新大阪駅新幹線ホームの地下化に調査費…国交省鉄道局の2020年度予算概算要求

敦賀~新大阪間の環境影響調査関連の予算が計上された北陸新幹線。写真はJR西日本のW7系新幹線車両。
敦賀~新大阪間の環境影響調査関連の予算が計上された北陸新幹線。写真はJR西日本のW7系新幹線車両。全 2 枚

国土交通省鉄道局は8月28日、2020年度の予算概算要求の概要を明らかにした。

それによると、鉄道局の要求として総額1183億円が計上されており、このうち、整備新幹線の建設に792億円、神奈川東部方面線(相鉄・JR直通線、相鉄・東急直通線)、なにわ筋線、福岡市営地下鉄七隈線延伸といった都市鉄道整備事業に116億円が計上されている。

要求額の7割近くを占める整備新幹線ついては、建設中の北海道新幹線(新函館北斗~札幌)、北陸新幹線(金沢~敦賀)、九州新幹線西九州ルート(武雄温泉~長崎)で建設費の高騰が続いており、この部分が「建設中区間の確実な開業に追加的に要する経費の一部について事項要求」として概算要求に盛り込まれている。

北陸新幹線については、敦賀~新大阪間の環境影響評価に関する要求と、新大阪駅(大阪市淀川区)におけるリニア中央新幹線や山陽新幹線との乗継ぎや、市街地の地下線化を視野に入れた地下ホーム整備調査の要求が盛り込まれている。

北陸新幹線の全線開業時には終点となる新大阪駅だが、敦賀~新大阪間では市街地を極力地下で通過することになったため、新幹線ホーム地下化へ向けた調査費が計上された。北陸新幹線の全線開業時には終点となる新大阪駅だが、敦賀~新大阪間では市街地を極力地下で通過することになったため、新幹線ホーム地下化へ向けた調査費が計上された。

一方、武雄温泉~長崎間の開業時期を2022年度としつつも、可能な限り前倒しするとされている九州新幹線西九州ルートについては、与党の整備新幹線建設推進プロジェクトチームで新鳥栖~武雄温泉間のフル規格化が了承されているものの、これに関する環境影響調査の要求は見送られている。

新鳥栖~武雄温泉間がフル規格化されると、並行する在来線の長崎本線と佐世保線がJR九州から分離される怖れがあり、佐賀県ではそれにより財政負担が増える点や、佐賀対福岡の速達効果が期待できない点などからフル規格化反対の姿勢を崩していない。整備新幹線の事業スキームでは、沿線自治体の同意が必要とされていることから、要求見送りは今後の国、長崎県、佐賀県、JR九州との協議の成行きに配慮した結果と思われる。

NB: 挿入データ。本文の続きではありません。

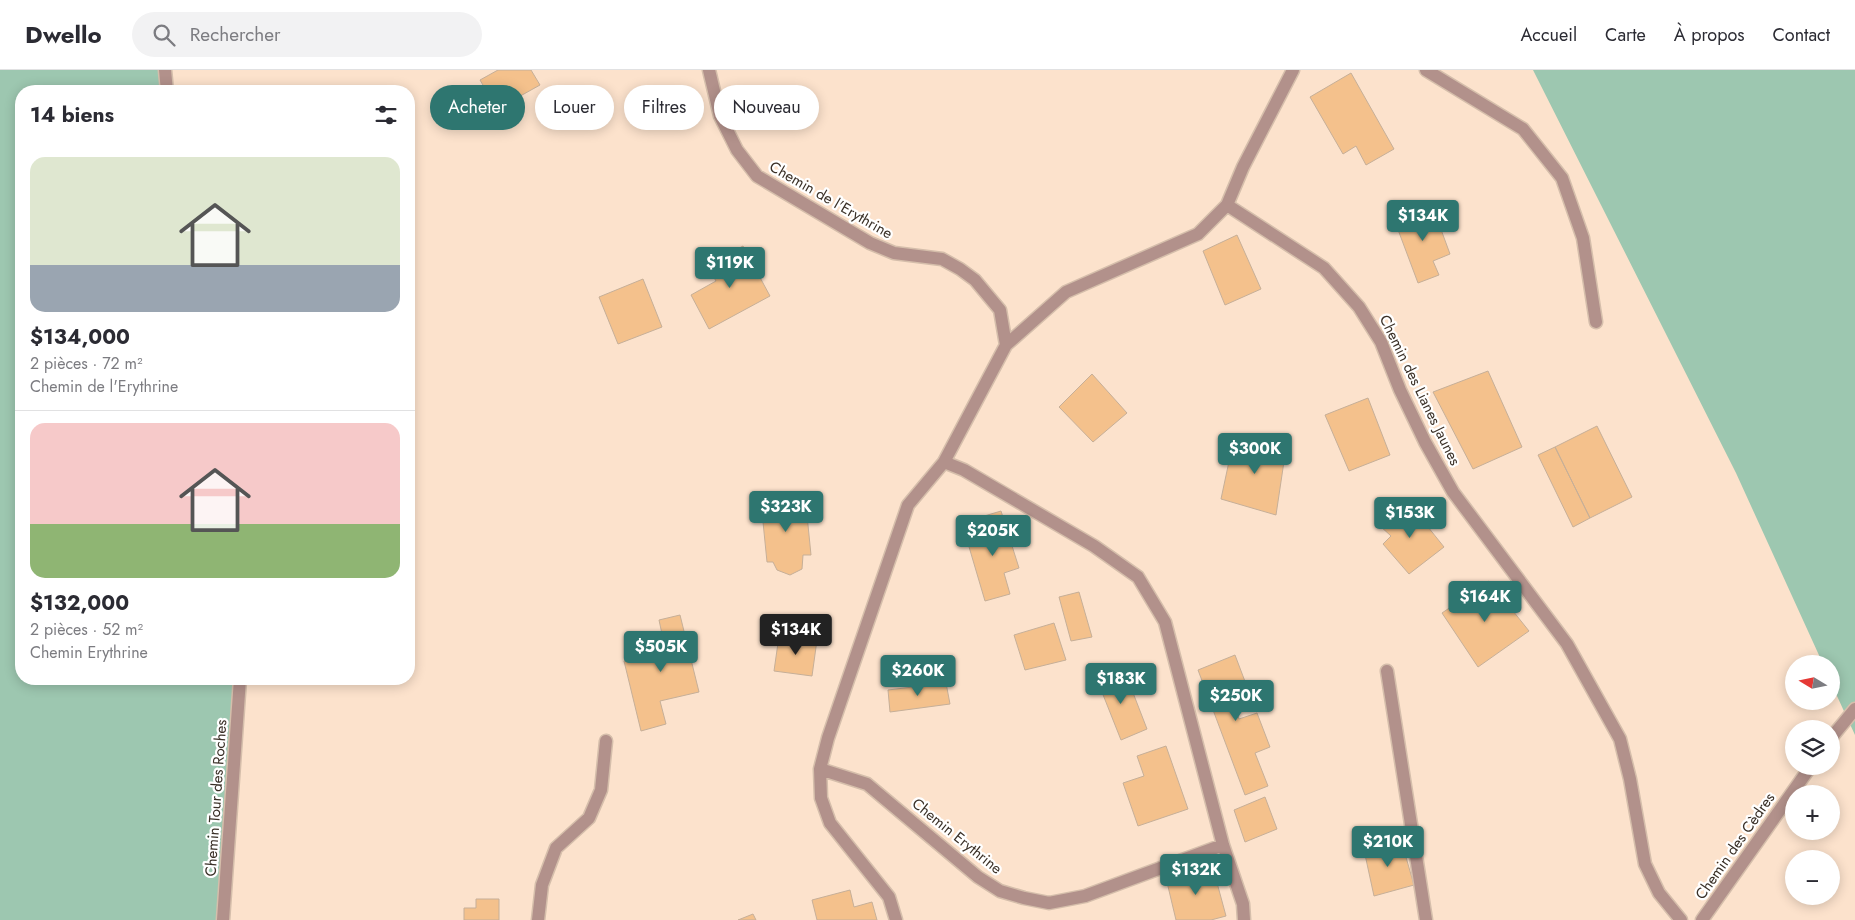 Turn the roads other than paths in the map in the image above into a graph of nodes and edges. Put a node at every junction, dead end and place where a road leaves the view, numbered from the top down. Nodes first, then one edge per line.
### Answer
1 (164, 70) edge
2 (709, 70) edge
3 (1293, 70) edge
4 (1426, 70) edge
5 (166, 85) edge
6 (1226, 205) junction
7 (1596, 322) dead end
8 (1006, 346) junction
9 (944, 462) junction
10 (1387, 670) dead end
11 (240, 685) edge
12 (1855, 709) edge
13 (1840, 727) edge
14 (606, 741) dead end
15 (820, 769) junction
16 (1805, 775) edge
17 (1223, 844) junction
18 (223, 920) edge
19 (538, 920) edge
20 (896, 920) edge
21 (1244, 920) edge
22 (1426, 920) edge
23 (1681, 920) edge
24 (1702, 920) edge

1 - 5 street
2 - 8 street, Chemin de l'Erythrine
3 - 6 street
4 - 7 street
6 - 8 street
6 - 23 street, Chemin des Lianes Jaunes
8 - 9 street
9 - 15 street
9 - 17 street
10 - 22 street
11 - 18 street, Chemin Tour des Roches
12 - 13 street
14 - 19 street
15 - 17 street, Chemin Erythrine
15 - 20 street
16 - 24 street, Chemin des Cèdres
17 - 21 street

このほか、整備新幹線関連では、北海道新幹線新青森~新函館北斗間について、貨物列車との共用走行区間である青函トンネルで時間帯を区切って高速走行する可能性を探る調査費や、貨物列車のあり方についての調査費が盛り込まれている。

なお、青函トンネルでは、特有の設備である火災検知装置や大型排水設備が劣化。先進導抗や作業抗といった、列車が通過する本抗へアクセスする坑内で路盤の隆起や沈下が発生していることから、整備新幹線関連要求とは別に「青函トンネルの機能保全」対策として、これらの改修や更新などを行なう要求も盛り込まれている。